Hell, it’s unusually civil for a gun-related thread.
Which is what I was driving at in my previous posts to 2square and Candyman.
Scumpup is being rude; but he’s being rude in a rather civil manner, if folks will pardon the oxymoron. It’s cold, curt, and to the point, but it’s not obscene, and mostly not derogatory or insulting (a few recent additions notwithstanding).
It’s definitely not the frothing, gibbering, hate-fest masquerading as “debate” on this board, typified by the majority of this board’s gun-control enthusiasts.
Ha. A Second-Amendment-enabled public will be, mutatis mutandis, much more likely to enforce/defend all the other Amendments and Sections of our Constitution.

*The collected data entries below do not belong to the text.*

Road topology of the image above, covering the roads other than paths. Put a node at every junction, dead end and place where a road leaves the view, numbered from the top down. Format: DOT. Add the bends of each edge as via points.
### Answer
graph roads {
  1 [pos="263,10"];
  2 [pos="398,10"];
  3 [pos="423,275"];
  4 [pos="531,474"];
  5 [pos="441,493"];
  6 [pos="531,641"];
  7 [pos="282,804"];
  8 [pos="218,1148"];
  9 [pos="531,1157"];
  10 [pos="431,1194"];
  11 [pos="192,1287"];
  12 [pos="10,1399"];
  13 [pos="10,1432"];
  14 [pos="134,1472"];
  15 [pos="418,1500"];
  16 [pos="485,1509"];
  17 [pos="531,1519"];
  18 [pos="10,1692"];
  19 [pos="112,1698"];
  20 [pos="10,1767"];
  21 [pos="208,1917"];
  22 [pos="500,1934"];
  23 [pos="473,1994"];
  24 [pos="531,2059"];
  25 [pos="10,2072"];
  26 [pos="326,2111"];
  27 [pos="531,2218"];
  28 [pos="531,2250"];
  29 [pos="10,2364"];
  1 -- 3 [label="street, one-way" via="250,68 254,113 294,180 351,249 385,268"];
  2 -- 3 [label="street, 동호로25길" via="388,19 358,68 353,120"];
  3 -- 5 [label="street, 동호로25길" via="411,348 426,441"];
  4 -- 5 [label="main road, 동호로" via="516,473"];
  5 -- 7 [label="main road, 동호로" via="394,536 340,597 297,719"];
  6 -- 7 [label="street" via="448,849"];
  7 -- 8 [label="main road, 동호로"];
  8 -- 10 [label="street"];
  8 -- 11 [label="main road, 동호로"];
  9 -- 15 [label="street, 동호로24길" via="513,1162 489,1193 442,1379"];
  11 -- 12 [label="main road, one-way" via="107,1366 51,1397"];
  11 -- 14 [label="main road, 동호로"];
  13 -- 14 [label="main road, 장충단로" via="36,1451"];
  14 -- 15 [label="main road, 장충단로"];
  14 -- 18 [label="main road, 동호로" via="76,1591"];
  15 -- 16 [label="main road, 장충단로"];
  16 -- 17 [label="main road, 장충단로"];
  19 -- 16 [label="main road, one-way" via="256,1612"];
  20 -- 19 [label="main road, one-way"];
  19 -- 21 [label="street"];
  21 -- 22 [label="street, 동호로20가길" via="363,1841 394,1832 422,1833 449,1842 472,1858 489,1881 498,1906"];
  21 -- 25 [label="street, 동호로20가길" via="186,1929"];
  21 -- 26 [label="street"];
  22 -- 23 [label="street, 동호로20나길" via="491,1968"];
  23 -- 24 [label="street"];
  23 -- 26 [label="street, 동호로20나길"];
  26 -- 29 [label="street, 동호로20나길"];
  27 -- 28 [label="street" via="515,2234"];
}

The fact that the Government knows that any attempt to confiscate guns would meet with – shall we say – generous waterings of the Tree of Liberty, is a great safeguard for all our other Constitutional liberties.
Right to free speech, right to peacably assemble, right to due process – all intimately linked to the meaningful exercise of the right to keep and bear arms.
Oh… well in that case, thanks!
It occurs to me that hobbies of all sorts are somewhat difficult to defend. I don’t know why Airman Doors paints model airplanes. I don’t know why Una collects swords. Heck I don’t know why I am an anime and manga fanatic. Working out motive is a surprisingly tricky business and most explanations have the feel of an excuse.
ETA: Re: Huerta88: Your latest point has been addressed in umpteen threads specifically devoted to that question. Your claims are, at best, dubious or at least they ignore a lot.
And do you believe that the volitional activities or proclivities that you identify do, or do not, need some affirmative justification before being deemed presumptively lawful?
In my experience, variations of “why do you own a gun” usually aren’t honest questions. They’re designed to get gun owners to justify the ownership of firearms or to perhaps start a debate of some kind.
Gunowners are at best infantry. Realistically, they won’t stand a chance against a serious army, or so the arguments goes. There have been many threads on this topic. I was suggesting you might acknowledge the counter-arguments at least. I have my beliefs on the subject, but frankly they are based entirely upon past SDMB threads: my gun knowledge is rather spotty.
That was a wholly separate point. The OP concerned the question, “Why do you own a gun?” It had been noted earlier in the thread that the question as formed was possibly hostile and possibly reflective of poor conversational skills in a real life context. I was noting that firearms are often a hobby, and that most hobbies -including benign ones like stamp collecting- can be difficult to explain to outsiders.
Sorry for my lack of clarity.
Heh. I once met a guy who introduced himself as a gun nut. Well, I’m glad we got that out of the way. Then we discussed his love of firing big cannon in the desert. Hey, I like a loud kaboom as much as anybody. Good times.